[TASK REQUIREMENTS]
Reproduce the records exactly.

[Stored items]

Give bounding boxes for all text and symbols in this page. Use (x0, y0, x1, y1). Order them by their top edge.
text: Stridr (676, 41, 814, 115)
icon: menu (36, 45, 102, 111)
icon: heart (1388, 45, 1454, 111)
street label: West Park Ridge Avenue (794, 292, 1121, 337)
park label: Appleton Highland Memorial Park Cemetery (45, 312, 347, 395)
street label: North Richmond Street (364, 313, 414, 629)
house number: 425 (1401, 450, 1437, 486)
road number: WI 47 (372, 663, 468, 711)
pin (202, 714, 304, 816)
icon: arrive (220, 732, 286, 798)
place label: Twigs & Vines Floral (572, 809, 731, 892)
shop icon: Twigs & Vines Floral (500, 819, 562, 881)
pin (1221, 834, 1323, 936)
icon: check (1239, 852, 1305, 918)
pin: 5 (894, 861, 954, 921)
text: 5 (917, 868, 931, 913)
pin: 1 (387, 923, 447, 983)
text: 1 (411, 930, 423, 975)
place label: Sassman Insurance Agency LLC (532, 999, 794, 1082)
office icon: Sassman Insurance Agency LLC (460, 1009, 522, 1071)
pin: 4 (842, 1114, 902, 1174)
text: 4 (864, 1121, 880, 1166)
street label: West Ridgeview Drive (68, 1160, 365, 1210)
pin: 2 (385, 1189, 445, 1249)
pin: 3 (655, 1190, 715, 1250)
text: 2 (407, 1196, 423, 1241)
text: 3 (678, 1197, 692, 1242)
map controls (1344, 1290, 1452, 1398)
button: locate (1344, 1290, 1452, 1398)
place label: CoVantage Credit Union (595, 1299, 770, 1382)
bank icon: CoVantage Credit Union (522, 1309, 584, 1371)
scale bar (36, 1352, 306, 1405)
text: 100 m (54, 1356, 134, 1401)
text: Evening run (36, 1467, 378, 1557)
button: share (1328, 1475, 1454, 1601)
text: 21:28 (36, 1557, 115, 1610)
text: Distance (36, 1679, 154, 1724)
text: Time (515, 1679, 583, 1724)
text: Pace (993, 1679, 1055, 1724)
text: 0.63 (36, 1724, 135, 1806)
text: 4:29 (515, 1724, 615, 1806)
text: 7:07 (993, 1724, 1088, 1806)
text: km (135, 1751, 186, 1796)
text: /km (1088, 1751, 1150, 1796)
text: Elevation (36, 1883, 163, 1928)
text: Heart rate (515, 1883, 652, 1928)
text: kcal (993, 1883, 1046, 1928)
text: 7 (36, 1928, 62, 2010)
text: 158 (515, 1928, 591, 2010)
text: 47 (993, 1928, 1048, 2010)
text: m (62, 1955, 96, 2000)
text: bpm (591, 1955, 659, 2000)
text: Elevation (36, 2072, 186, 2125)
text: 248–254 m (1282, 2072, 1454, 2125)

[RESPONSE BOX]
Give bounding boxes for all text and symbols in this page. Use (x0, y0, x1, y1). Order them by their top edge.
text: Stridr (676, 41, 814, 115)
icon: menu (36, 45, 102, 111)
icon: heart (1388, 45, 1454, 111)
street label: West Park Ridge Avenue (794, 292, 1121, 337)
park label: Appleton Highland Memorial Park Cemetery (45, 312, 347, 395)
street label: North Richmond Street (364, 313, 414, 629)
house number: 425 (1401, 450, 1437, 486)
road number: WI 47 (372, 663, 468, 711)
pin (202, 714, 304, 816)
icon: arrive (220, 732, 286, 798)
place label: Twigs & Vines Floral (572, 809, 731, 892)
shop icon: Twigs & Vines Floral (500, 819, 562, 881)
pin (1221, 834, 1323, 936)
icon: check (1239, 852, 1305, 918)
pin: 5 (894, 861, 954, 921)
text: 5 (917, 868, 931, 913)
pin: 1 (387, 923, 447, 983)
text: 1 (411, 930, 423, 975)
place label: Sassman Insurance Agency LLC (532, 999, 794, 1082)
office icon: Sassman Insurance Agency LLC (460, 1009, 522, 1071)
pin: 4 (842, 1114, 902, 1174)
text: 4 (864, 1121, 880, 1166)
street label: West Ridgeview Drive (68, 1160, 365, 1210)
pin: 2 (385, 1189, 445, 1249)
pin: 3 (655, 1190, 715, 1250)
text: 2 (407, 1196, 423, 1241)
text: 3 (678, 1197, 692, 1242)
map controls (1344, 1290, 1452, 1398)
button: locate (1344, 1290, 1452, 1398)
place label: CoVantage Credit Union (595, 1299, 770, 1382)
bank icon: CoVantage Credit Union (522, 1309, 584, 1371)
scale bar (36, 1352, 306, 1405)
text: 100 m (54, 1356, 134, 1401)
text: Evening run (36, 1467, 378, 1557)
button: share (1328, 1475, 1454, 1601)
text: 21:28 (36, 1557, 115, 1610)
text: Distance (36, 1679, 154, 1724)
text: Time (515, 1679, 583, 1724)
text: Pace (993, 1679, 1055, 1724)
text: 0.63 (36, 1724, 135, 1806)
text: 4:29 (515, 1724, 615, 1806)
text: 7:07 (993, 1724, 1088, 1806)
text: km (135, 1751, 186, 1796)
text: /km (1088, 1751, 1150, 1796)
text: Elevation (36, 1883, 163, 1928)
text: Heart rate (515, 1883, 652, 1928)
text: kcal (993, 1883, 1046, 1928)
text: 7 (36, 1928, 62, 2010)
text: 158 (515, 1928, 591, 2010)
text: 47 (993, 1928, 1048, 2010)
text: m (62, 1955, 96, 2000)
text: bpm (591, 1955, 659, 2000)
text: Elevation (36, 2072, 186, 2125)
text: 248–254 m (1282, 2072, 1454, 2125)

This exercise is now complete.